>>>

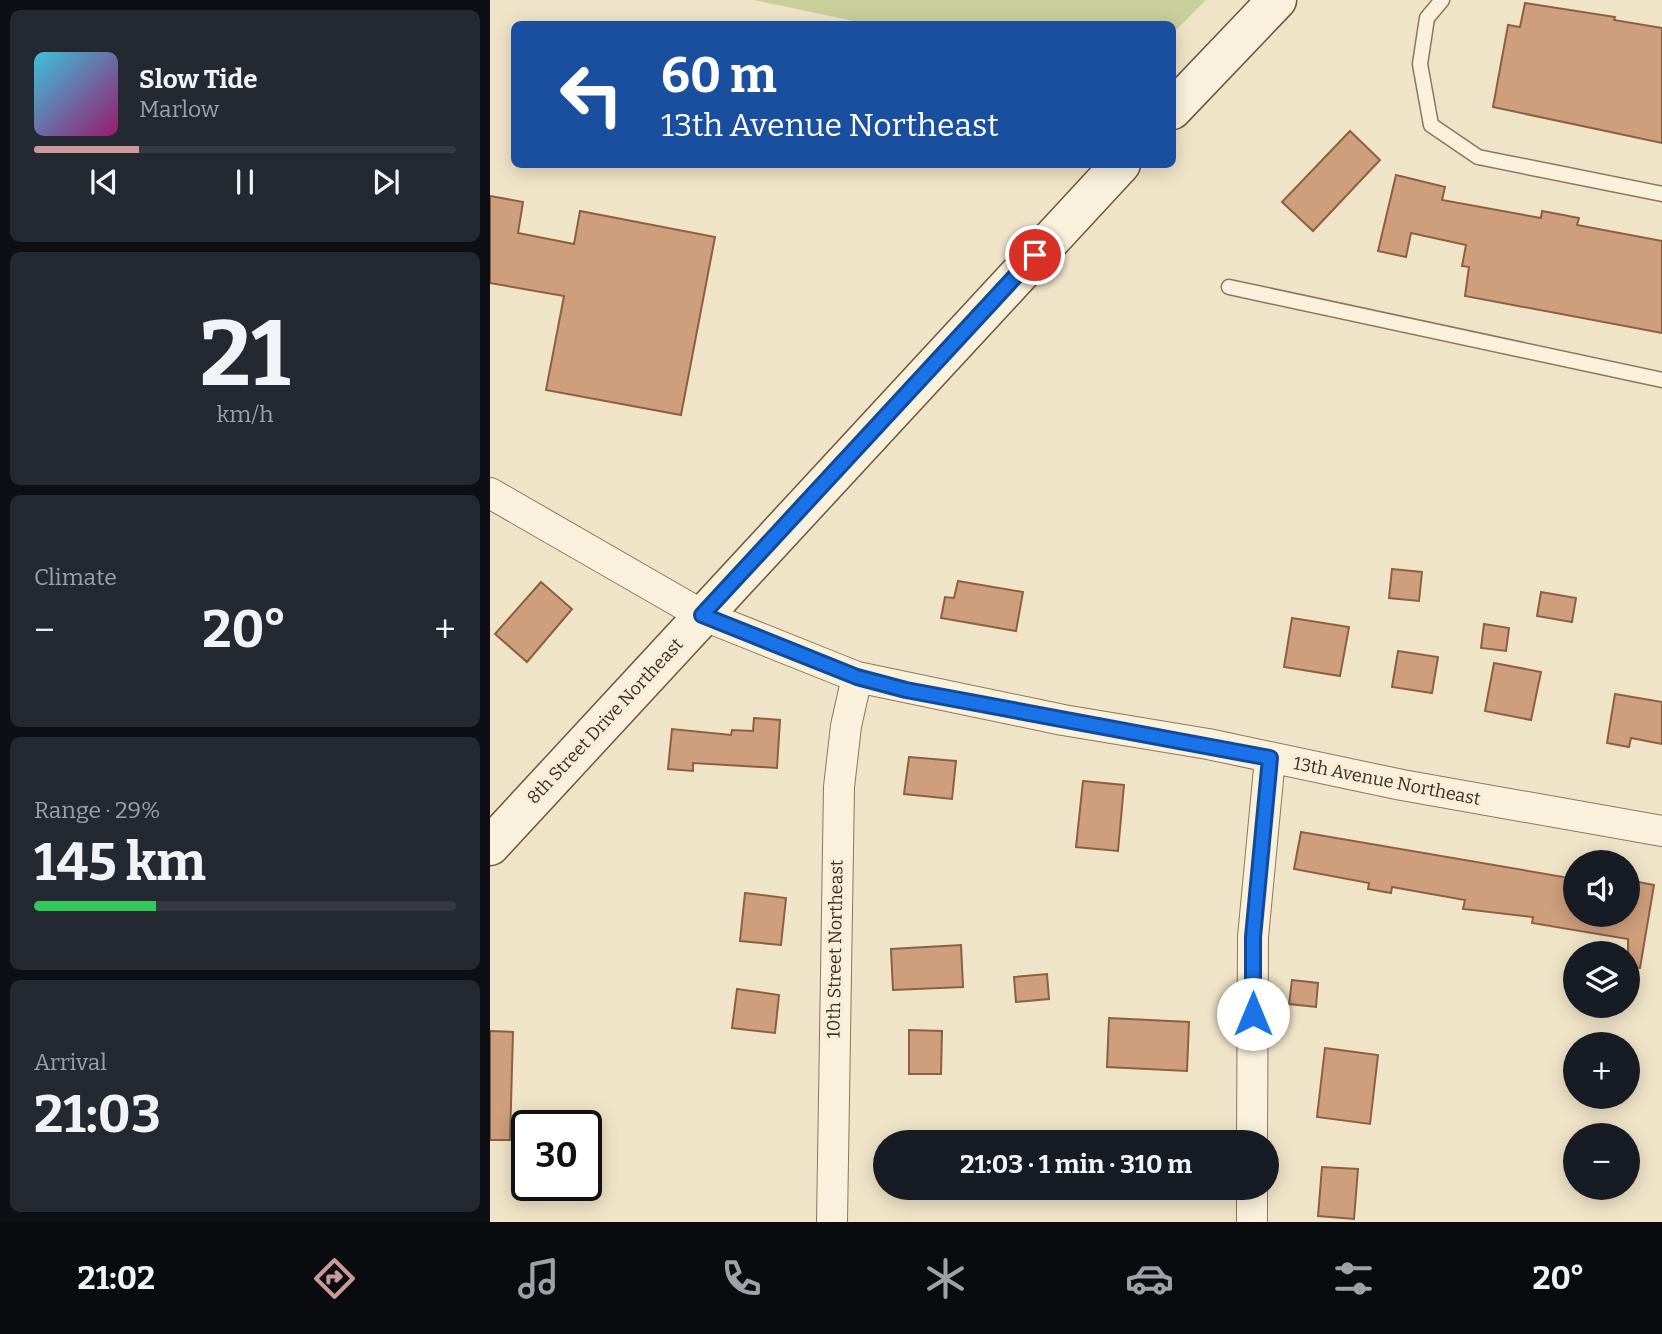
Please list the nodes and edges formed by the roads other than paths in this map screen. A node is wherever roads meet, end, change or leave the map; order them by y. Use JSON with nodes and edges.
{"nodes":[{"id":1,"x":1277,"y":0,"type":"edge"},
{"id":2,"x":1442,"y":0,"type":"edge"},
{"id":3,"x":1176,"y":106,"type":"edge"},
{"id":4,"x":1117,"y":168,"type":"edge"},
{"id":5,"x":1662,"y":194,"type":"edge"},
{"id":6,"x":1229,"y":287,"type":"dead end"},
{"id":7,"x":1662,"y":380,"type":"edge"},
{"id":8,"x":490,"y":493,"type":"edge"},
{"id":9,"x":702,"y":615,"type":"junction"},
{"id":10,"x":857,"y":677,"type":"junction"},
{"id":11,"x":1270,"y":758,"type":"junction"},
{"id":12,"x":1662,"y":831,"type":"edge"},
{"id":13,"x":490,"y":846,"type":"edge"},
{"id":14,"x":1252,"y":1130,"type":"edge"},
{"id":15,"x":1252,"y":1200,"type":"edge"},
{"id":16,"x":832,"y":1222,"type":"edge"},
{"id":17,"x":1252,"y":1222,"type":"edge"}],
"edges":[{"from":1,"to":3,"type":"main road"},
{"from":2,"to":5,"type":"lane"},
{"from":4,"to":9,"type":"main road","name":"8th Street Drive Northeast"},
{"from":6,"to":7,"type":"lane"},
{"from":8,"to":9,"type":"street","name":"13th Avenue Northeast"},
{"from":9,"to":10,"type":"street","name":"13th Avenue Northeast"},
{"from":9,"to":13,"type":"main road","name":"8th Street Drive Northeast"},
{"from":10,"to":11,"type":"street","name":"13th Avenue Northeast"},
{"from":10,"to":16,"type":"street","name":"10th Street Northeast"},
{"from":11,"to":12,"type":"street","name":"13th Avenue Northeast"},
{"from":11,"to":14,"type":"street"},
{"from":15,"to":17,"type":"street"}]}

<<<
>>>

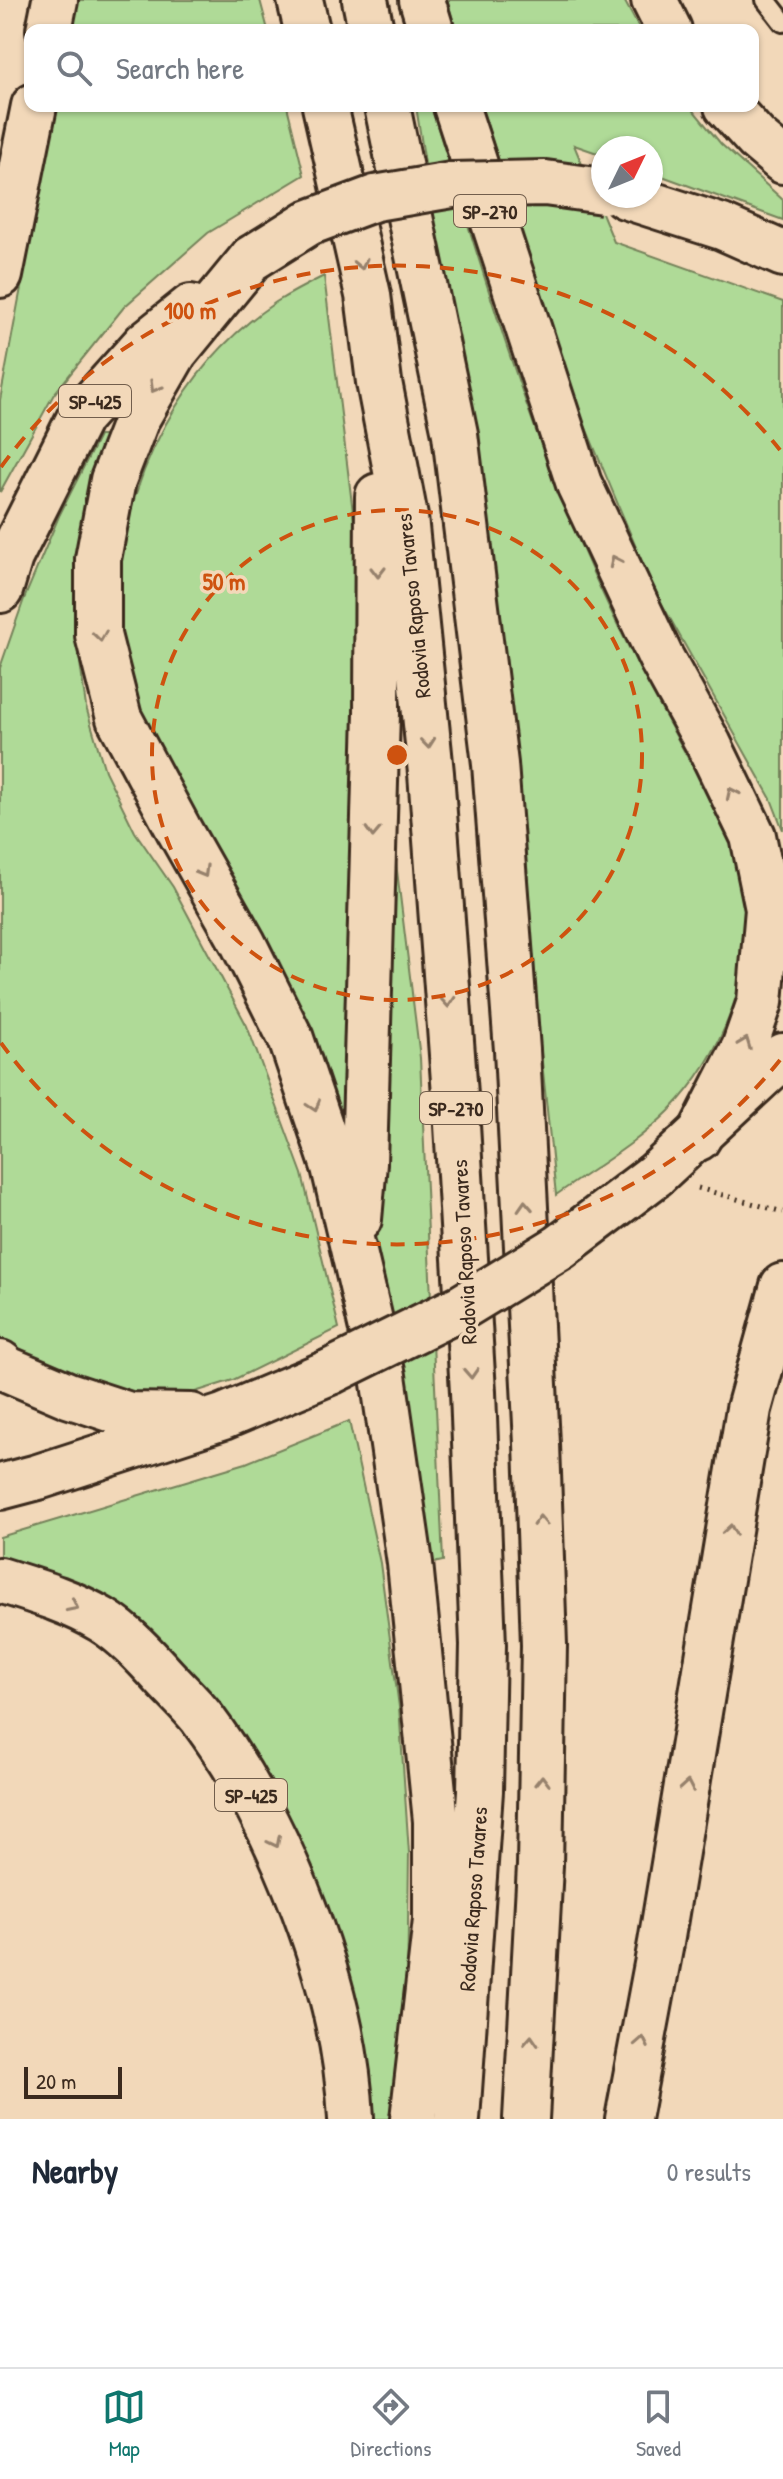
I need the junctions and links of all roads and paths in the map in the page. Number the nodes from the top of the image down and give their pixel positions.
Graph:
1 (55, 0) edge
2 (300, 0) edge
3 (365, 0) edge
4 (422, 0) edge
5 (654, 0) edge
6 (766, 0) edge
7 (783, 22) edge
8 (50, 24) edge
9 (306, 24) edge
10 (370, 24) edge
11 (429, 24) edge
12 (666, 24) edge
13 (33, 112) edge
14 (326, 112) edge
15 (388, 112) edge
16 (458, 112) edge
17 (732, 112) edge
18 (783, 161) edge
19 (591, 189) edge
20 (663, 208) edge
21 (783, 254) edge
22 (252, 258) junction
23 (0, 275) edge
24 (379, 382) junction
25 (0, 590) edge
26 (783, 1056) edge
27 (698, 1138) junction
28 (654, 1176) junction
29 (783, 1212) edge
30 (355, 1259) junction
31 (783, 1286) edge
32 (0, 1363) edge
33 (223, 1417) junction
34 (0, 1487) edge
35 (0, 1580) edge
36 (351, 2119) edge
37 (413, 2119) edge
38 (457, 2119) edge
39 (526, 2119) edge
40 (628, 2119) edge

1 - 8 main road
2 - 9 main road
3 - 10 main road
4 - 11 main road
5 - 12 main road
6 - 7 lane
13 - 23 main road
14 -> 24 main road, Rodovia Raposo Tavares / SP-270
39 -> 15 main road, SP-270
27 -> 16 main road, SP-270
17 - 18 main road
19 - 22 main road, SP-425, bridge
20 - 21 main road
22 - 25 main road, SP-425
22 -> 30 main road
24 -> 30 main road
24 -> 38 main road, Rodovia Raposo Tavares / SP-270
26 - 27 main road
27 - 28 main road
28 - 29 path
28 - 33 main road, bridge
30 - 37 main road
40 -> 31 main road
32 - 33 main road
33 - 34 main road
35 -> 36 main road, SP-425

<<<
>>>

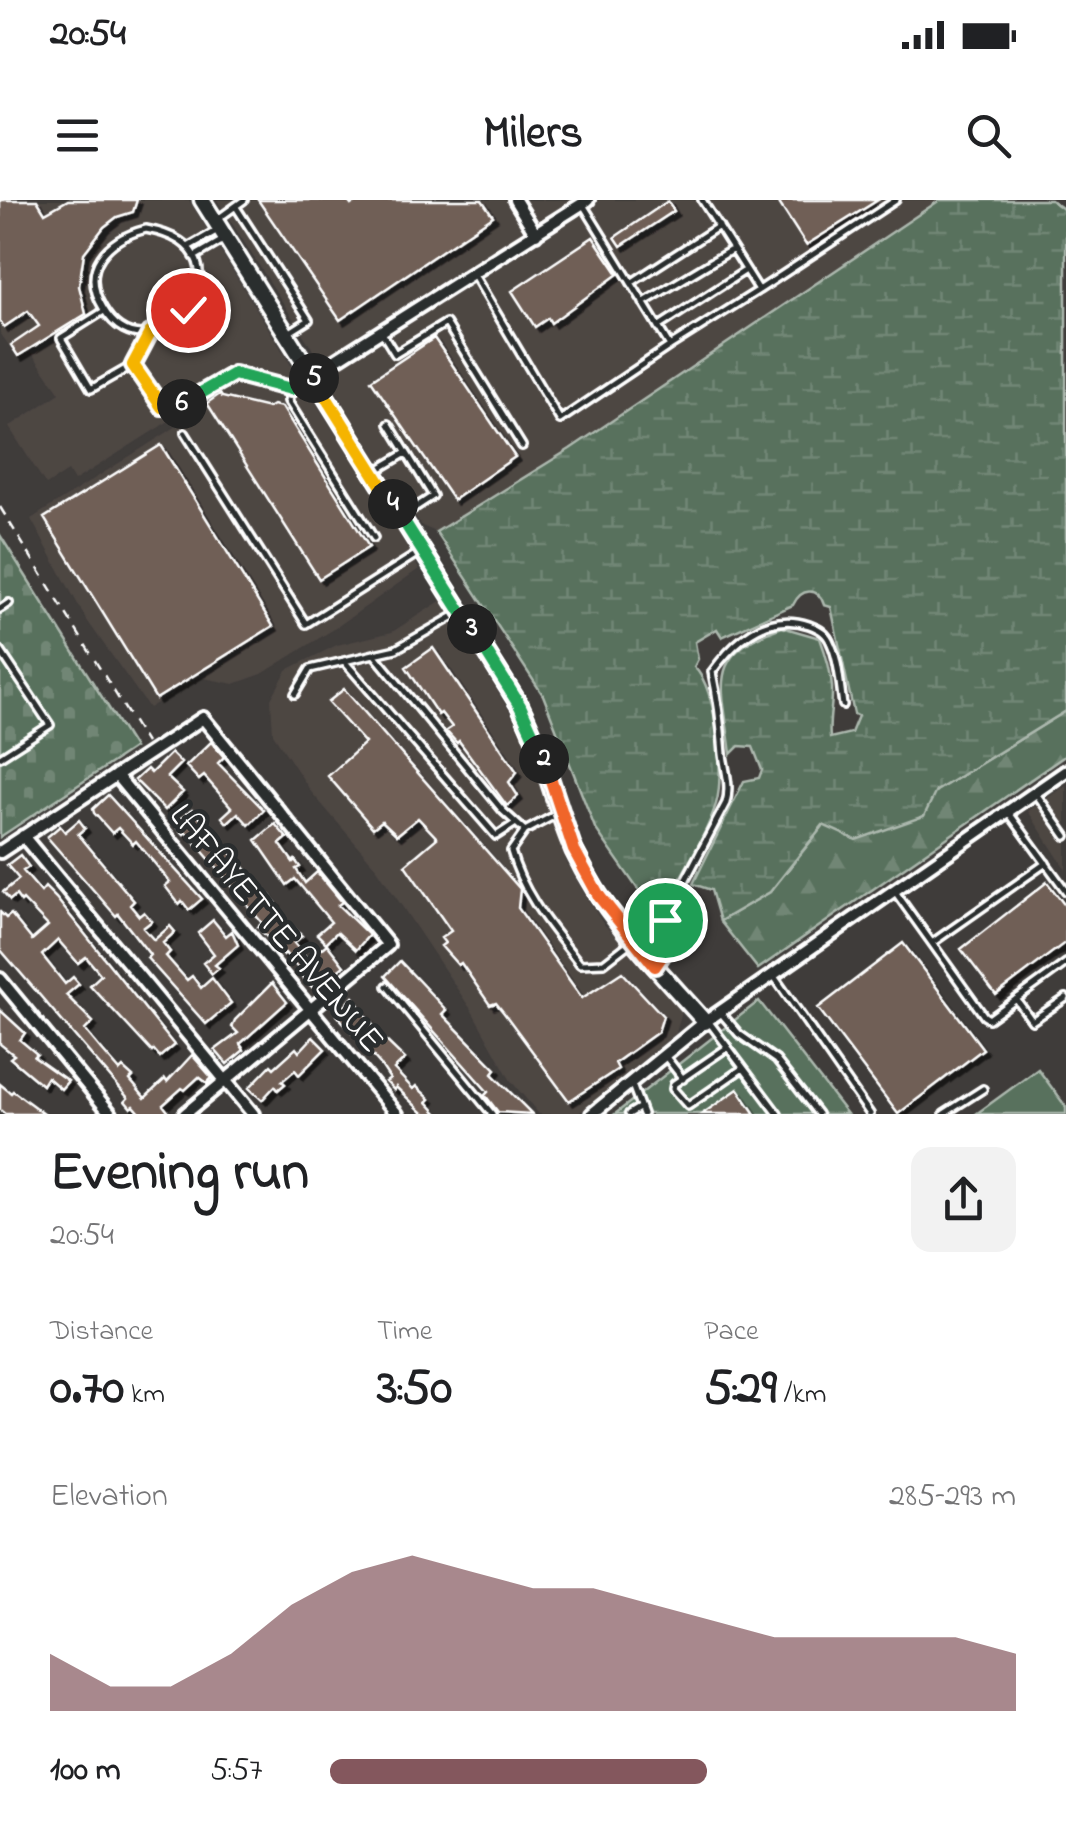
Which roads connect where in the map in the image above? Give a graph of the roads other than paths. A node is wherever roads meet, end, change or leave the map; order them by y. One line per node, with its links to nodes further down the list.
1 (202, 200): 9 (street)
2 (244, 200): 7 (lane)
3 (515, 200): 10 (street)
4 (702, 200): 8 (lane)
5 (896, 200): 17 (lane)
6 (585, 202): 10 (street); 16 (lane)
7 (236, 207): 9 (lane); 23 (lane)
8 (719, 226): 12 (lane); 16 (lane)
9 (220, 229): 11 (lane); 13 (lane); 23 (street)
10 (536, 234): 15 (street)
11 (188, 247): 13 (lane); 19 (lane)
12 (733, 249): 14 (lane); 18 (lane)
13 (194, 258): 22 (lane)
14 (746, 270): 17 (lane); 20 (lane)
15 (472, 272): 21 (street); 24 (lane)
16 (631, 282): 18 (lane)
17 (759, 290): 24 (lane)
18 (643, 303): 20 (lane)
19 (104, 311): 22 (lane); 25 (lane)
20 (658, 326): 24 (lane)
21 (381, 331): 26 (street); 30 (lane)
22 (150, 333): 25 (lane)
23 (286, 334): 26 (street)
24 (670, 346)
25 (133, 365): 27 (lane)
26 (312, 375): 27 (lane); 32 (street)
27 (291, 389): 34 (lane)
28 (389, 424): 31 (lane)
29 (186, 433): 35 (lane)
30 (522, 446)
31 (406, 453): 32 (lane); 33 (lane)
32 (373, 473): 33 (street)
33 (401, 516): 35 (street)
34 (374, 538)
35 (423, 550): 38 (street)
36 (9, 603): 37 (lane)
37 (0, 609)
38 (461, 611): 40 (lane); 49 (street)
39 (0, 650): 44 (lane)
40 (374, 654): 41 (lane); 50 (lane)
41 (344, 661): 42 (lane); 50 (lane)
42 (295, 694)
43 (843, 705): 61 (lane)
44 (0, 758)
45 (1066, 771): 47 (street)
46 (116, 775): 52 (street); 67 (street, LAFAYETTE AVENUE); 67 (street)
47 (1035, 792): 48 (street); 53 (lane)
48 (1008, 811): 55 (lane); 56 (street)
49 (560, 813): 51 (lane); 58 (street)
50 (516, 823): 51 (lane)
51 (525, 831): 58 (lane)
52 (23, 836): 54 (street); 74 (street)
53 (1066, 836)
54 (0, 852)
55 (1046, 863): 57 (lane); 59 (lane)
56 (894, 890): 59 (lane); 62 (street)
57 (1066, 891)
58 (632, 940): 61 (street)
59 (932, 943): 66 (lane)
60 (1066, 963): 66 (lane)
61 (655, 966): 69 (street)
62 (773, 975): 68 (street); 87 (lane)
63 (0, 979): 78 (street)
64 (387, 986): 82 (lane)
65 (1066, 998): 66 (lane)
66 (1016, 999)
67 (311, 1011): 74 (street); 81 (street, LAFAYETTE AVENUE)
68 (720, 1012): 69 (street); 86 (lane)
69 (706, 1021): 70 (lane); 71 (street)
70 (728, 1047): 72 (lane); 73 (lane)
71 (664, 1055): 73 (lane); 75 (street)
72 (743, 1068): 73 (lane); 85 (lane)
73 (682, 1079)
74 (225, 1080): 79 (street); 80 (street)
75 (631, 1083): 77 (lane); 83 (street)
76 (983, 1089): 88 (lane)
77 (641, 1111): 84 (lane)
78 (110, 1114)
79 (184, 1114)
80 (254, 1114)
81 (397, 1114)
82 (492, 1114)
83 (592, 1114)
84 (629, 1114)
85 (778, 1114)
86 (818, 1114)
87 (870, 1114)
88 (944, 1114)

<<<

WORK INSTRUCTIONS
Using the data above, show each line where "leave" occurs.

WORKED SOLUTION
Please list the nodes and edges formed by the roads other than paths in this map screen. A node is wherever roads meet, end, change or leave the map; order them by y. Use JSON with nodes and edges.
Which roads connect where in the map in the image above? Give a graph of the roads other than paths. A node is wherever roads meet, end, change or leave the map; order them by y. One line per node, with its links to nodes further down the list.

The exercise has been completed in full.